Most people are attracted to penny stocks because they think big returns and big profits with smaller investments. While some folks can get ‘lucky’ and strike it rich quickly with a few trades, most will find themselves in the red unless they learn how to do it ‘right’. Here are a few common mistakes made by novice and intermediate investors alike that you would want to avoid if you plan to make any money (or continue making it):

Fact checking

This phrase is very common in journalism. It basically means verifying the facts in any article before publishing it. Wondering how this is related to trading? When you hear about a ‘hot’ penny stock either via email or through your online research the first thing you need to do is to add it to your ‘Research more’ list. Some traders, especially newbies, just drop everything they are doing and start finding everything they can about this new find because they fear that they will miss out on an incredible opportunity. Nothing could be further from the truth. If you are trading penny shares there will be enough good picks coming your way once you have gotten your feet wet. Be patient. When you are looking for a new stocks to trade, you should open up your ‘Research later’ list and then pick one for further investigation.

Confusing luck with skill

This is more common than you would think. Especially in raging bull or bear markets a lot of investors make profitable trades. In the late 90s just before the dotcom bust happened, even cab drivers were giving recommendations.
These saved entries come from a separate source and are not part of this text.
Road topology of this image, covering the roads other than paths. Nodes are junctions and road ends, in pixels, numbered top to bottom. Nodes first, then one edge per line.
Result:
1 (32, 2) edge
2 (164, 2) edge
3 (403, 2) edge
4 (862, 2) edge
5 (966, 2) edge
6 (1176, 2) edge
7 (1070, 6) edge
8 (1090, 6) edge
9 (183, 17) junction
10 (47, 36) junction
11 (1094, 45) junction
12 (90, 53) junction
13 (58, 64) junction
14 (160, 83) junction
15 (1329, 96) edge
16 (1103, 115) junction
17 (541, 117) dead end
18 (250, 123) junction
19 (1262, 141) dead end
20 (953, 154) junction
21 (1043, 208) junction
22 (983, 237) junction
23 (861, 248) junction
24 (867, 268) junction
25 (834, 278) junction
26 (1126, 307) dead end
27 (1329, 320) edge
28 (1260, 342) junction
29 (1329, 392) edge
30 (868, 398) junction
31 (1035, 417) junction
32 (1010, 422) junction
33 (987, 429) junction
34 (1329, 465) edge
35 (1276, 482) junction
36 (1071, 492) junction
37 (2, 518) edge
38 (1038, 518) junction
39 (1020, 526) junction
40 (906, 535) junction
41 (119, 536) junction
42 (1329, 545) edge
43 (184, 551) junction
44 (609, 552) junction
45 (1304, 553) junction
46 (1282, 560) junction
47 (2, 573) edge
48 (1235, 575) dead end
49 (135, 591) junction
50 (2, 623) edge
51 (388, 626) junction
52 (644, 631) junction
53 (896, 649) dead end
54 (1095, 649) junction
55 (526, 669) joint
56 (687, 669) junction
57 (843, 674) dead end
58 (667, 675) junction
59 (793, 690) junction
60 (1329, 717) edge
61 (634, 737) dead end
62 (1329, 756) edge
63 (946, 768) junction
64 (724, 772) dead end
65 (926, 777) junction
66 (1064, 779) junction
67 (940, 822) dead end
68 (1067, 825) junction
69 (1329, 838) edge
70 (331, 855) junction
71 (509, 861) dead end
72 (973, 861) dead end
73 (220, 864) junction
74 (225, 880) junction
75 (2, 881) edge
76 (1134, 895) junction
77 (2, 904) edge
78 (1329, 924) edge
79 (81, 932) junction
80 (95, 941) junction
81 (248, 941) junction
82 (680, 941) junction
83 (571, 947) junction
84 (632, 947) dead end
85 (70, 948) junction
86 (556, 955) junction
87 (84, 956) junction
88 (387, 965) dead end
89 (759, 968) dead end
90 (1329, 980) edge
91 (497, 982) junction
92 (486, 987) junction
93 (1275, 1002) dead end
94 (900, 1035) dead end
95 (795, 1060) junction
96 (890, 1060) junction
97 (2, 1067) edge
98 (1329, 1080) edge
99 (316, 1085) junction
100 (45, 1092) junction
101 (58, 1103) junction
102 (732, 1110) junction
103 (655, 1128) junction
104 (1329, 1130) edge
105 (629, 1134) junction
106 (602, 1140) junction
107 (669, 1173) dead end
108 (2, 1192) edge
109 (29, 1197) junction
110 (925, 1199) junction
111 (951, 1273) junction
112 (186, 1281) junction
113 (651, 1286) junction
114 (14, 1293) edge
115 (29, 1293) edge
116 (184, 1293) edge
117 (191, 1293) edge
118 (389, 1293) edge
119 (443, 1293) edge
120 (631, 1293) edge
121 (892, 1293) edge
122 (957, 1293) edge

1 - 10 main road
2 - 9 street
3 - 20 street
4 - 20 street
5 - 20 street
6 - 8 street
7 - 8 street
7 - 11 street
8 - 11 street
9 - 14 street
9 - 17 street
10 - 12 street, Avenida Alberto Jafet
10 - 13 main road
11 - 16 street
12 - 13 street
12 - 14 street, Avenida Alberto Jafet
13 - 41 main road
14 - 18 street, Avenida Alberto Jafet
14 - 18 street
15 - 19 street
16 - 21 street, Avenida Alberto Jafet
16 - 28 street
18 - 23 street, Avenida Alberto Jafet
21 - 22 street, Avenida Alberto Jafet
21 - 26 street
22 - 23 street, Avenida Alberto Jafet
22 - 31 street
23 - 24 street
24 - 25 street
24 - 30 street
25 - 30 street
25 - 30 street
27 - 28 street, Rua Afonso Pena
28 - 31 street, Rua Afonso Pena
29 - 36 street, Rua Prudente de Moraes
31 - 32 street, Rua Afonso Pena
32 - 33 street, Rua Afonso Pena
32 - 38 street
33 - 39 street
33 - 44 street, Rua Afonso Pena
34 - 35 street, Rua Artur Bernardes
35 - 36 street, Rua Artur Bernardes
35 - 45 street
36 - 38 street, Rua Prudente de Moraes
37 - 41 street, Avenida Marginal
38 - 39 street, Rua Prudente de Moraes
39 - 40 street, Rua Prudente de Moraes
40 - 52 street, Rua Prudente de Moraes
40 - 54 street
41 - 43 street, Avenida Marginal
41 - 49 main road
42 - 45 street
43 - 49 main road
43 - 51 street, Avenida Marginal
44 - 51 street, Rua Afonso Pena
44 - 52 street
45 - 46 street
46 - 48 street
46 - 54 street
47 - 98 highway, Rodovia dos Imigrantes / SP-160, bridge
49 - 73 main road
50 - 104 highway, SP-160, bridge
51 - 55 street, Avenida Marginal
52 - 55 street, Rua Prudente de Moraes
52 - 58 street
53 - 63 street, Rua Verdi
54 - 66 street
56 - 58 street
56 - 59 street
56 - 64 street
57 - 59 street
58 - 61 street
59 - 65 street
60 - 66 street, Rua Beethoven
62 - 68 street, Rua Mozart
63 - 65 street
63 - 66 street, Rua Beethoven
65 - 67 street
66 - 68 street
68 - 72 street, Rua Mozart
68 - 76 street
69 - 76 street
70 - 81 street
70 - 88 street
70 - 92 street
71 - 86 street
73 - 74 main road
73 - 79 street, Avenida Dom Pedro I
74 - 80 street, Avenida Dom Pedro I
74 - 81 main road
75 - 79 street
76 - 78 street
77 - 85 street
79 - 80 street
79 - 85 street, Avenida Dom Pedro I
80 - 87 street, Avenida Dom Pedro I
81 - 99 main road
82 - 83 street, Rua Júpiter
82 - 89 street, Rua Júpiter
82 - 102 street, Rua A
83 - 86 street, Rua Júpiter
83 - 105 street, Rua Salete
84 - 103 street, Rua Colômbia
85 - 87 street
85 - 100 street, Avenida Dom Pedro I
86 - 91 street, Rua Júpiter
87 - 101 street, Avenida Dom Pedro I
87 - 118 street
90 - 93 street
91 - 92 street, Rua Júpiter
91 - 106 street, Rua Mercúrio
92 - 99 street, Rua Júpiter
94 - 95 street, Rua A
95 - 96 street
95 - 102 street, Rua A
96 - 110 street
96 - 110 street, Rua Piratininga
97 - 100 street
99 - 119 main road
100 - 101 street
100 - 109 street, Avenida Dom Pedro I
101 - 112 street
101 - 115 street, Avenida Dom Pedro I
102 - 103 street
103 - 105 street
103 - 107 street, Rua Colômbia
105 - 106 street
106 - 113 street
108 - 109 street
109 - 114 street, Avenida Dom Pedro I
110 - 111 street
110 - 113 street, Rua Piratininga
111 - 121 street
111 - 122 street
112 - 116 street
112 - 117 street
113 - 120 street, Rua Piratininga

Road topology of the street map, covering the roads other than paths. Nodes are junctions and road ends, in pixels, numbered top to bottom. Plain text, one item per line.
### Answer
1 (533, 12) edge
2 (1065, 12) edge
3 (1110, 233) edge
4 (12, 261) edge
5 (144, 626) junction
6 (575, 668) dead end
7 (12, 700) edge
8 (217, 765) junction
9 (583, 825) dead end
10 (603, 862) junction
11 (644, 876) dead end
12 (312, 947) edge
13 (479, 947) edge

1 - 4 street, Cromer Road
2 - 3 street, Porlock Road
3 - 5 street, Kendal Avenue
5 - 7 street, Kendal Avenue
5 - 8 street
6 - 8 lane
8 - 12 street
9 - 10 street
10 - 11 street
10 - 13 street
Nearly everybody was throwing money at the stock market hoping some of their picks would stick. A lot of investors made money. Was this because they had amazing investment analysis skills? Maybe a few did. The majority just got lucky. Similarly in the financial crisis of 2008-2009 a lot of traders were shorting the market when the DOW was losing couple hundred points every other day. It’s easy to get it right when there are heavy trades going in a single direction. We suggest you keep an investing journal. This is where you should track every successful and unsuccessful trade that you make. After a while you will be able to see where your strengths and weaknesses lie. This one skill can make you a better trader. In fact, we recommend keeping a journal even while you are paper trading. Who said you *have* to lose money just to get the lesson?

Poor money management

This is something that annoys us to no end. Do not invest money in stocks unless you have a rainy day fund set aside with 6 months of expenses set aside. Nobody likes to lose money but the funds that you will use to invest in equities should be money that you don’t need. This is not because we expect you to lose all of it. But, this is the only way you won’t lose sleep over your trades. If its money you can’t afford to lose, then you can expect a lot of sleepless nights.

To avoid costly mistakes and pick the best penny stocks visit –> http://www.pennystocktradez.com/

Good luck profiting from the right penny stock investments.